*What needs to be done*: Repeat every line of the data exactly; no picture belongs in the copy.

*The input*:
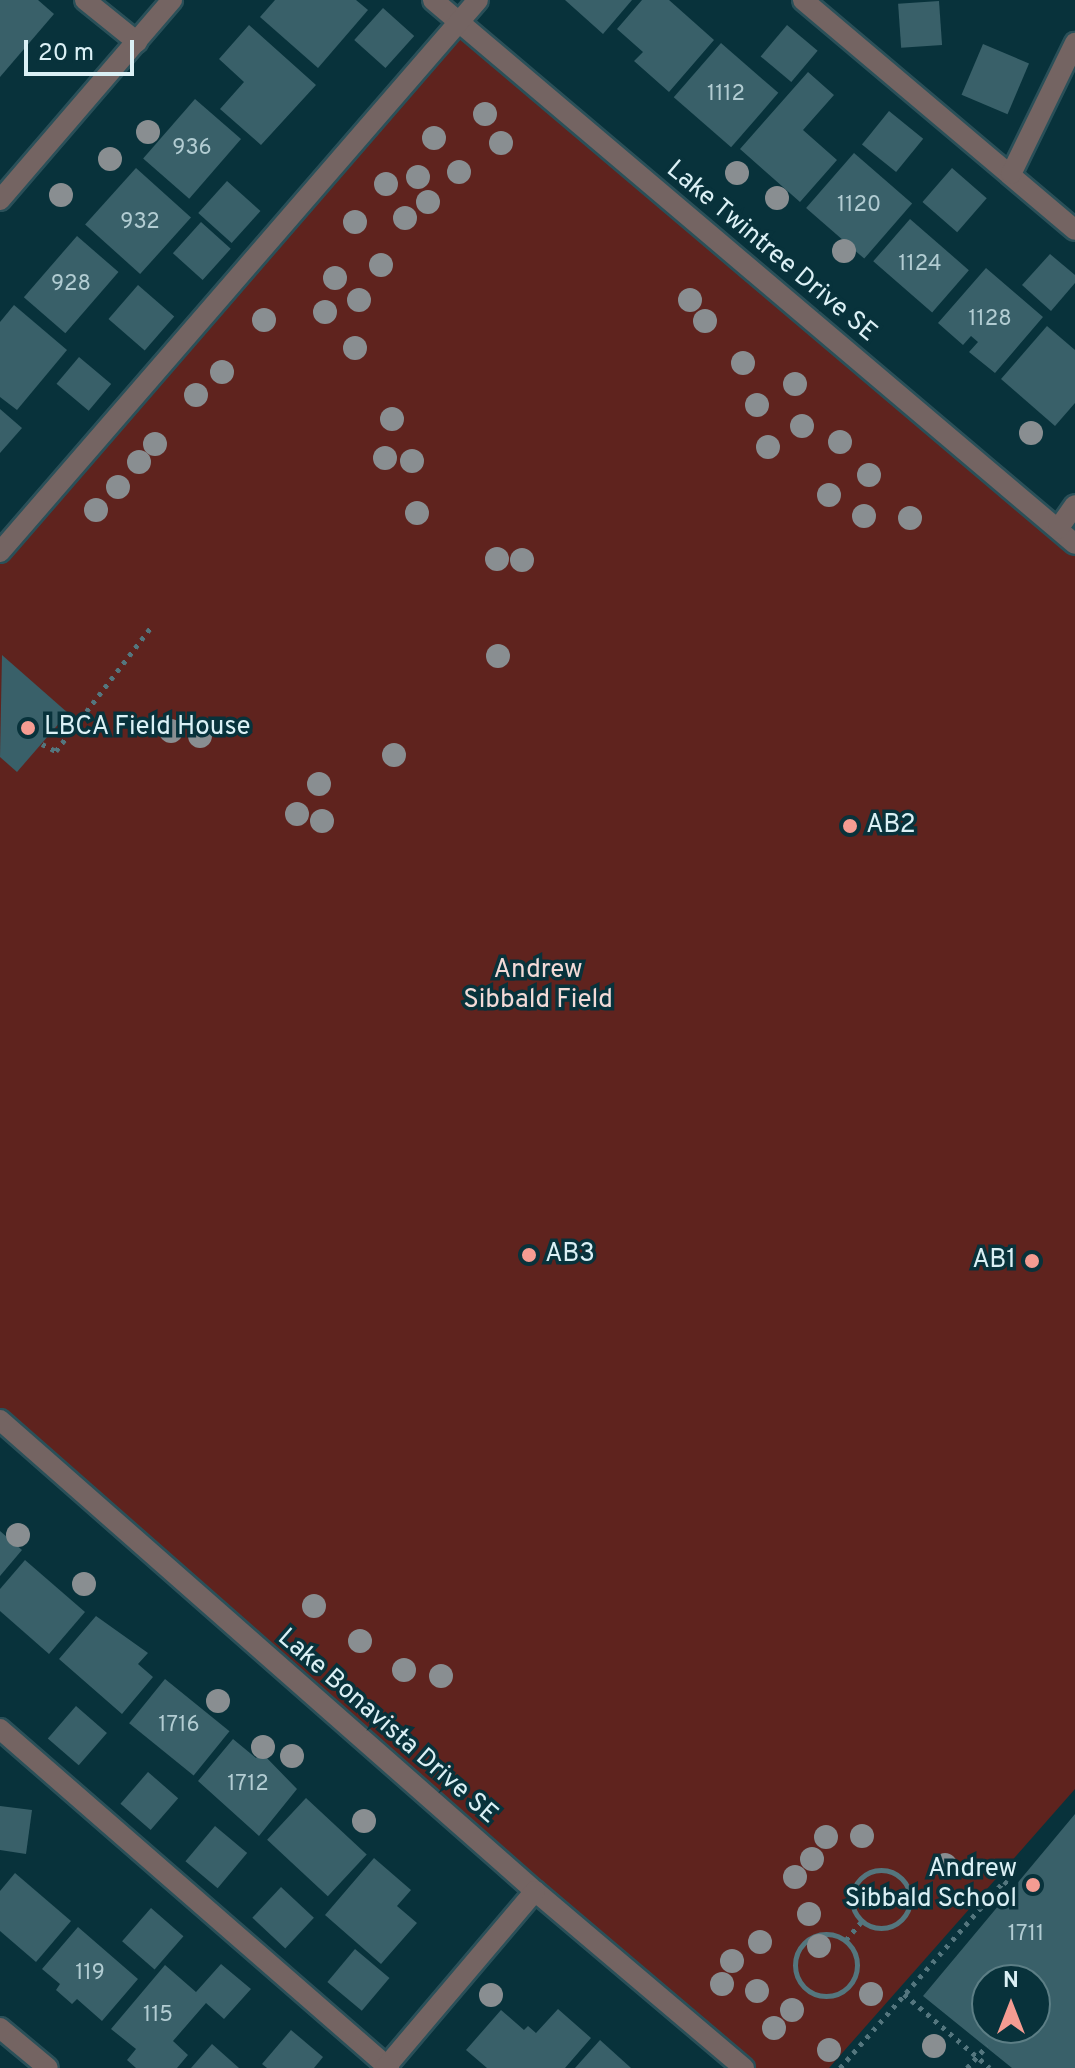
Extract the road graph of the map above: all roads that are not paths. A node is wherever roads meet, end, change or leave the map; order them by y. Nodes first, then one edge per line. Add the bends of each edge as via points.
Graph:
1 (85, 0) edge
2 (172, 0) edge
3 (433, 0) edge
4 (478, 0) edge
5 (803, 0) edge
6 (457, 22) junction
7 (137, 42) junction
8 (1075, 43) edge
9 (1011, 174) junction
10 (0, 200) edge
11 (1075, 230) edge
12 (1075, 505) edge
13 (1058, 529) junction
14 (1075, 544) edge
15 (0, 552) edge
16 (0, 1420) edge
17 (0, 1729) edge
18 (535, 1891) junction
19 (0, 2028) edge
20 (387, 2067) edge
21 (48, 2068) edge
22 (744, 2068) edge

1 - 7 street
2 - 7 street
3 - 6 street, Lake Twintree Drive SE
4 - 6 street
5 - 9 street
6 - 13 street, Lake Twintree Drive SE
6 - 15 street
7 - 10 street
8 - 9 street
9 - 11 street
12 - 13 street
13 - 14 street, Lake Twintree Drive SE
16 - 18 street, Lake Bonavista Drive SE
17 - 20 street
18 - 20 street
18 - 22 street, Lake Bonavista Drive SE
19 - 21 street

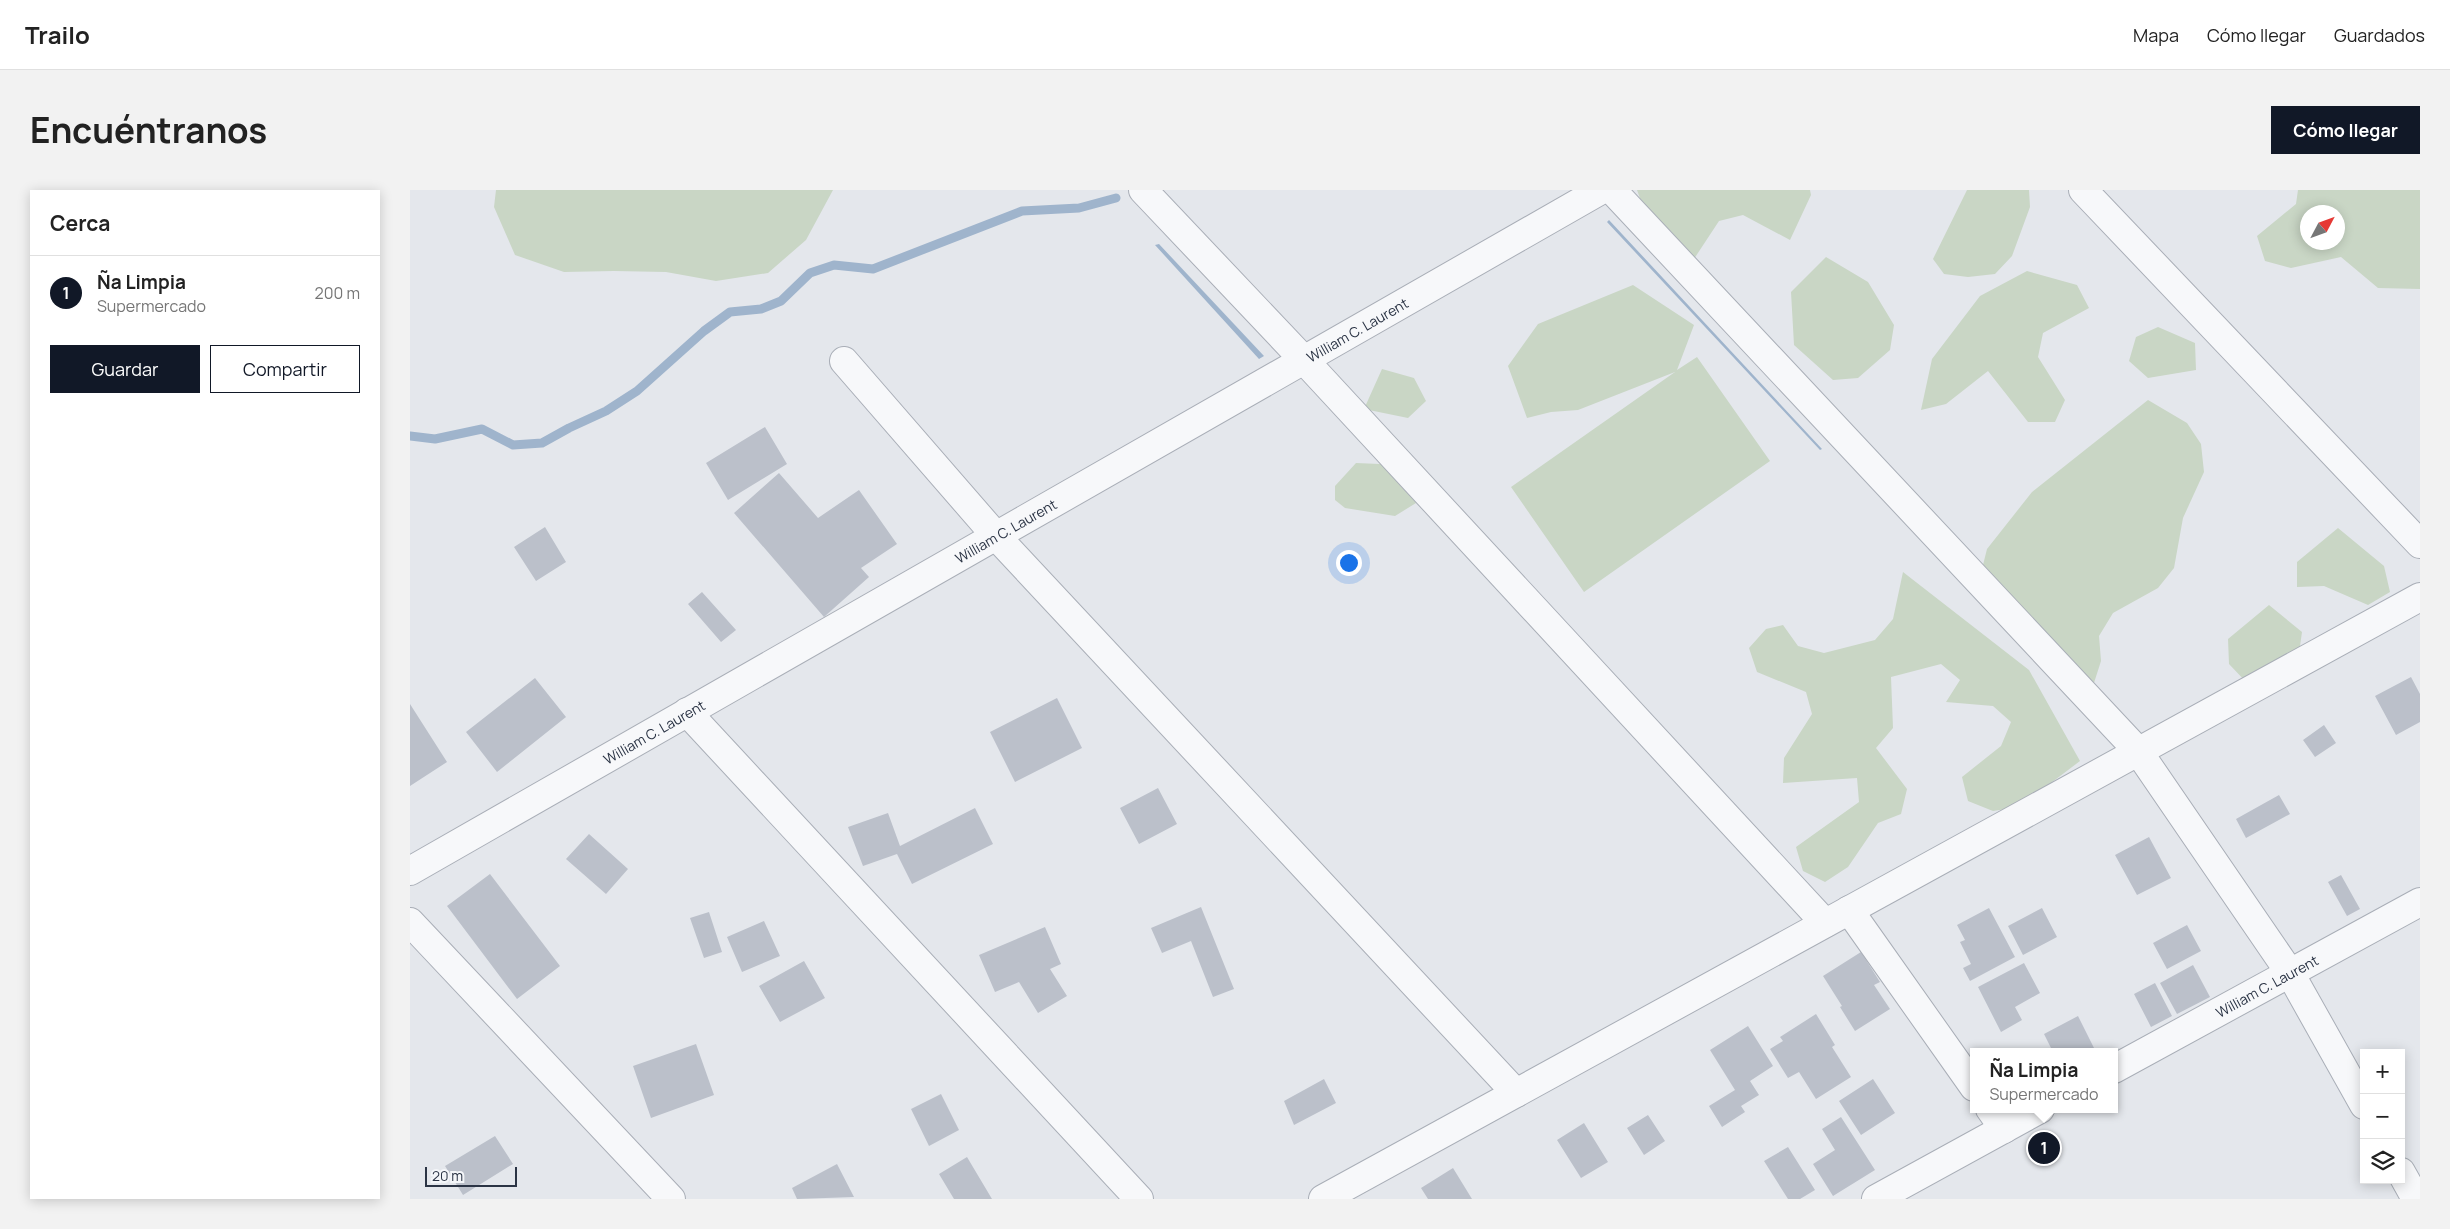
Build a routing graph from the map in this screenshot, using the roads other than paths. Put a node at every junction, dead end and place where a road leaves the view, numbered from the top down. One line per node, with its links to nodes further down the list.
1 (1601, 190): 5 (street, William C. Laurent)
2 (1612, 190): 11 (street)
3 (2082, 190): 8 (street)
4 (1147, 195): 5 (street)
5 (1304, 360): 7 (street, William C. Laurent); 16 (street)
6 (844, 361): 7 (street)
7 (996, 536): 10 (street, William C. Laurent); 20 (street)
8 (2420, 544)
9 (2420, 596): 11 (street)
10 (687, 712): 12 (street, William C. Laurent); 26 (street)
11 (2138, 751): 14 (street); 17 (street)
12 (410, 870)
13 (2420, 902): 17 (street, William C. Laurent)
14 (1849, 910): 16 (street); 19 (street)
15 (410, 922): 25 (street)
16 (1825, 923): 20 (street)
17 (2290, 973): 18 (street, William C. Laurent); 21 (street)
18 (2118, 1067)
19 (1970, 1081)
20 (1516, 1093): 27 (street)
21 (2360, 1098)
22 (2023, 1113): 23 (street)
23 (1997, 1119): 28 (street)
24 (2405, 1179): 29 (street)
25 (671, 1199)
26 (1139, 1199)
27 (1323, 1199)
28 (1876, 1199)
29 (2416, 1199)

*Output of the exercise*:
Extract the road graph of the map above: all roads that are not paths. A node is wherever roads meet, end, change or leave the map; order them by y. Nodes first, then one edge per line. Add the bends of each edge as via points.
Graph:
1 (85, 0) edge
2 (172, 0) edge
3 (433, 0) edge
4 (478, 0) edge
5 (803, 0) edge
6 (457, 22) junction
7 (137, 42) junction
8 (1075, 43) edge
9 (1011, 174) junction
10 (0, 200) edge
11 (1075, 230) edge
12 (1075, 505) edge
13 (1058, 529) junction
14 (1075, 544) edge
15 (0, 552) edge
16 (0, 1420) edge
17 (0, 1729) edge
18 (535, 1891) junction
19 (0, 2028) edge
20 (387, 2067) edge
21 (48, 2068) edge
22 (744, 2068) edge

1 - 7 street
2 - 7 street
3 - 6 street, Lake Twintree Drive SE
4 - 6 street
5 - 9 street
6 - 13 street, Lake Twintree Drive SE
6 - 15 street
7 - 10 street
8 - 9 street
9 - 11 street
12 - 13 street
13 - 14 street, Lake Twintree Drive SE
16 - 18 street, Lake Bonavista Drive SE
17 - 20 street
18 - 20 street
18 - 22 street, Lake Bonavista Drive SE
19 - 21 street

Build a routing graph from the map in this screenshot, using the roads other than paths. Put a node at every junction, dead end and place where a road leaves the view, numbered from the top down. One line per node, with its links to nodes further down the list.
1 (1601, 190): 5 (street, William C. Laurent)
2 (1612, 190): 11 (street)
3 (2082, 190): 8 (street)
4 (1147, 195): 5 (street)
5 (1304, 360): 7 (street, William C. Laurent); 16 (street)
6 (844, 361): 7 (street)
7 (996, 536): 10 (street, William C. Laurent); 20 (street)
8 (2420, 544)
9 (2420, 596): 11 (street)
10 (687, 712): 12 (street, William C. Laurent); 26 (street)
11 (2138, 751): 14 (street); 17 (street)
12 (410, 870)
13 (2420, 902): 17 (street, William C. Laurent)
14 (1849, 910): 16 (street); 19 (street)
15 (410, 922): 25 (street)
16 (1825, 923): 20 (street)
17 (2290, 973): 18 (street, William C. Laurent); 21 (street)
18 (2118, 1067)
19 (1970, 1081)
20 (1516, 1093): 27 (street)
21 (2360, 1098)
22 (2023, 1113): 23 (street)
23 (1997, 1119): 28 (street)
24 (2405, 1179): 29 (street)
25 (671, 1199)
26 (1139, 1199)
27 (1323, 1199)
28 (1876, 1199)
29 (2416, 1199)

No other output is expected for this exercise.